##### Records for the task #####

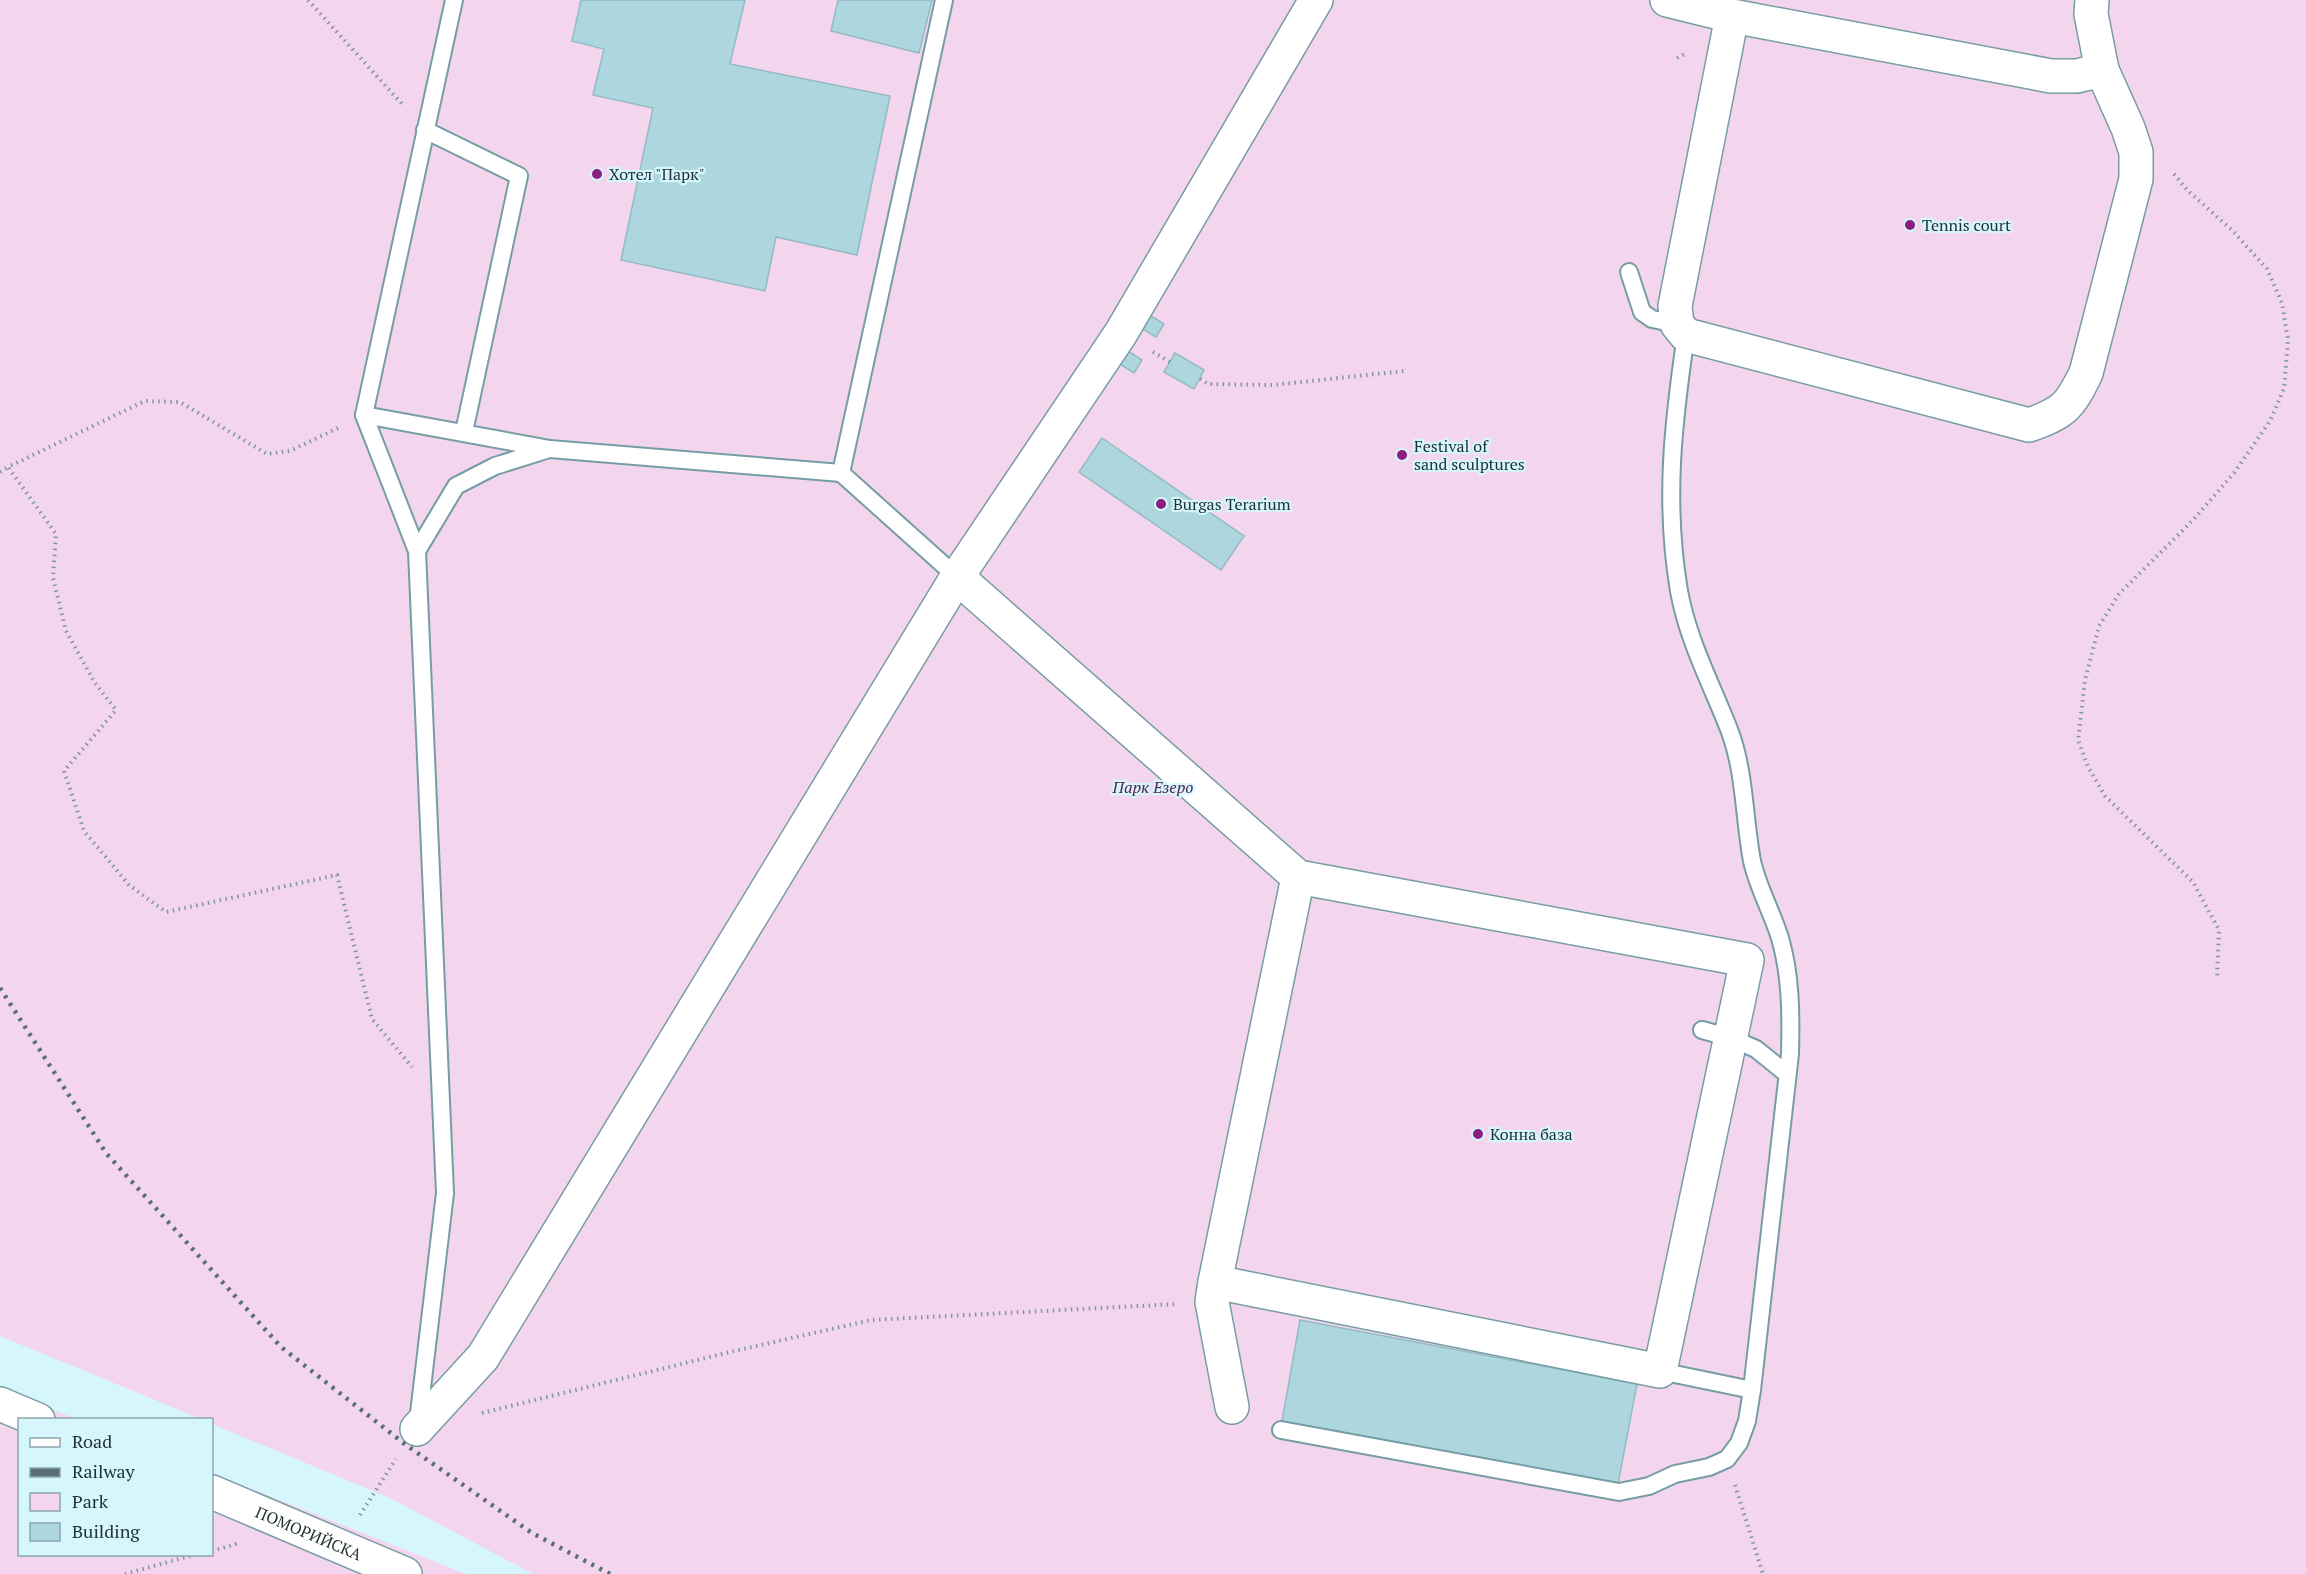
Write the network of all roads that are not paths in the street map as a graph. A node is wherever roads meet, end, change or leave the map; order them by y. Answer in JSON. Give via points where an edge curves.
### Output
{"nodes":[{"id":1,"x":454,"y":0,"type":"edge"},
{"id":2,"x":944,"y":0,"type":"edge"},
{"id":3,"x":1316,"y":0,"type":"edge"},
{"id":4,"x":2092,"y":0,"type":"edge"},
{"id":5,"x":1671,"y":1,"type":"edge"},
{"id":6,"x":1732,"y":16,"type":"junction"},
{"id":7,"x":2102,"y":70,"type":"junction"},
{"id":8,"x":425,"y":130,"type":"junction"},
{"id":9,"x":1629,"y":272,"type":"dead end"},
{"id":10,"x":1682,"y":329,"type":"junction"},
{"id":11,"x":364,"y":415,"type":"junction"},
{"id":12,"x":464,"y":432,"type":"junction"},
{"id":13,"x":550,"y":449,"type":"junction"},
{"id":14,"x":841,"y":473,"type":"junction"},
{"id":15,"x":417,"y":551,"type":"junction"},
{"id":16,"x":957,"y":577,"type":"junction"},
{"id":17,"x":1298,"y":877,"type":"junction"},
{"id":18,"x":1717,"y":1034,"type":"junction"},
{"id":19,"x":1787,"y":1074,"type":"junction"},
{"id":20,"x":1214,"y":1292,"type":"junction"},
{"id":21,"x":1660,"y":1371,"type":"junction"},
{"id":22,"x":1752,"y":1390,"type":"junction"},
{"id":23,"x":0,"y":1404,"type":"edge"},
{"id":24,"x":1232,"y":1407,"type":"dead end"},
{"id":25,"x":35,"y":1418,"type":"edge"},
{"id":26,"x":417,"y":1429,"type":"joint"},
{"id":27,"x":1281,"y":1430,"type":"dead end"},
{"id":28,"x":213,"y":1492,"type":"edge"},
{"id":29,"x":391,"y":1571,"type":"edge"}],
"edges":[{"from":1,"to":8,"type":"lane"},
{"from":2,"to":14,"type":"lane"},
{"from":3,"to":16,"type":"street","via":[[1121,333]]},
{"from":4,"to":7,"type":"street"},
{"from":5,"to":6,"type":"street"},
{"from":6,"to":7,"type":"street","via":[[2051,76],[2077,76]]},
{"from":6,"to":10,"type":"street","via":[[1675,306]]},
{"from":7,"to":10,"type":"street","via":[[2136,152],[2136,179],[2086,373],[2072,401],[2052,417],[2029,425]]},
{"from":8,"to":11,"type":"lane"},
{"from":8,"to":12,"type":"lane","via":[[519,176]]},
{"from":9,"to":10,"type":"lane","via":[[1642,312]]},
{"from":10,"to":19,"type":"lane","via":[[1670,516],[1680,593],[1698,659],[1730,733],[1741,773],[1753,862],[1789,979]]},
{"from":11,"to":12,"type":"lane"},
{"from":11,"to":15,"type":"lane"},
{"from":12,"to":13,"type":"lane"},
{"from":13,"to":14,"type":"lane"},
{"from":13,"to":15,"type":"lane","via":[[495,466],[456,486]]},
{"from":14,"to":16,"type":"lane"},
{"from":15,"to":26,"type":"lane","via":[[445,1193]]},
{"from":16,"to":17,"type":"street"},
{"from":16,"to":26,"type":"street","via":[[483,1357]]},
{"from":17,"to":18,"type":"street","via":[[1747,960]]},
{"from":17,"to":20,"type":"street"},
{"from":18,"to":19,"type":"lane","via":[[1756,1049]]},
{"from":18,"to":21,"type":"street"},
{"from":19,"to":22,"type":"lane"},
{"from":20,"to":21,"type":"street"},
{"from":20,"to":24,"type":"street"},
{"from":21,"to":22,"type":"lane"},
{"from":22,"to":27,"type":"lane","via":[[1747,1421],[1739,1443],[1727,1459],[1619,1492]]},
{"from":23,"to":25,"type":"street"},
{"from":28,"to":29,"type":"street","name":"ПОМОРИЙСКА"}]}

#####

● Problem details: All lines above are to be restated word for word, with pictures excluded.

● Output for this task:
Write the network of all roads that are not paths in the street map as a graph. A node is wherever roads meet, end, change or leave the map; order them by y. Answer in JSON. Give via points where an edge curves.
### Output
{"nodes":[{"id":1,"x":454,"y":0,"type":"edge"},
{"id":2,"x":944,"y":0,"type":"edge"},
{"id":3,"x":1316,"y":0,"type":"edge"},
{"id":4,"x":2092,"y":0,"type":"edge"},
{"id":5,"x":1671,"y":1,"type":"edge"},
{"id":6,"x":1732,"y":16,"type":"junction"},
{"id":7,"x":2102,"y":70,"type":"junction"},
{"id":8,"x":425,"y":130,"type":"junction"},
{"id":9,"x":1629,"y":272,"type":"dead end"},
{"id":10,"x":1682,"y":329,"type":"junction"},
{"id":11,"x":364,"y":415,"type":"junction"},
{"id":12,"x":464,"y":432,"type":"junction"},
{"id":13,"x":550,"y":449,"type":"junction"},
{"id":14,"x":841,"y":473,"type":"junction"},
{"id":15,"x":417,"y":551,"type":"junction"},
{"id":16,"x":957,"y":577,"type":"junction"},
{"id":17,"x":1298,"y":877,"type":"junction"},
{"id":18,"x":1717,"y":1034,"type":"junction"},
{"id":19,"x":1787,"y":1074,"type":"junction"},
{"id":20,"x":1214,"y":1292,"type":"junction"},
{"id":21,"x":1660,"y":1371,"type":"junction"},
{"id":22,"x":1752,"y":1390,"type":"junction"},
{"id":23,"x":0,"y":1404,"type":"edge"},
{"id":24,"x":1232,"y":1407,"type":"dead end"},
{"id":25,"x":35,"y":1418,"type":"edge"},
{"id":26,"x":417,"y":1429,"type":"joint"},
{"id":27,"x":1281,"y":1430,"type":"dead end"},
{"id":28,"x":213,"y":1492,"type":"edge"},
{"id":29,"x":391,"y":1571,"type":"edge"}],
"edges":[{"from":1,"to":8,"type":"lane"},
{"from":2,"to":14,"type":"lane"},
{"from":3,"to":16,"type":"street","via":[[1121,333]]},
{"from":4,"to":7,"type":"street"},
{"from":5,"to":6,"type":"street"},
{"from":6,"to":7,"type":"street","via":[[2051,76],[2077,76]]},
{"from":6,"to":10,"type":"street","via":[[1675,306]]},
{"from":7,"to":10,"type":"street","via":[[2136,152],[2136,179],[2086,373],[2072,401],[2052,417],[2029,425]]},
{"from":8,"to":11,"type":"lane"},
{"from":8,"to":12,"type":"lane","via":[[519,176]]},
{"from":9,"to":10,"type":"lane","via":[[1642,312]]},
{"from":10,"to":19,"type":"lane","via":[[1670,516],[1680,593],[1698,659],[1730,733],[1741,773],[1753,862],[1789,979]]},
{"from":11,"to":12,"type":"lane"},
{"from":11,"to":15,"type":"lane"},
{"from":12,"to":13,"type":"lane"},
{"from":13,"to":14,"type":"lane"},
{"from":13,"to":15,"type":"lane","via":[[495,466],[456,486]]},
{"from":14,"to":16,"type":"lane"},
{"from":15,"to":26,"type":"lane","via":[[445,1193]]},
{"from":16,"to":17,"type":"street"},
{"from":16,"to":26,"type":"street","via":[[483,1357]]},
{"from":17,"to":18,"type":"street","via":[[1747,960]]},
{"from":17,"to":20,"type":"street"},
{"from":18,"to":19,"type":"lane","via":[[1756,1049]]},
{"from":18,"to":21,"type":"street"},
{"from":19,"to":22,"type":"lane"},
{"from":20,"to":21,"type":"street"},
{"from":20,"to":24,"type":"street"},
{"from":21,"to":22,"type":"lane"},
{"from":22,"to":27,"type":"lane","via":[[1747,1421],[1739,1443],[1727,1459],[1619,1492]]},
{"from":23,"to":25,"type":"street"},
{"from":28,"to":29,"type":"street","name":"ПОМОРИЙСКА"}]}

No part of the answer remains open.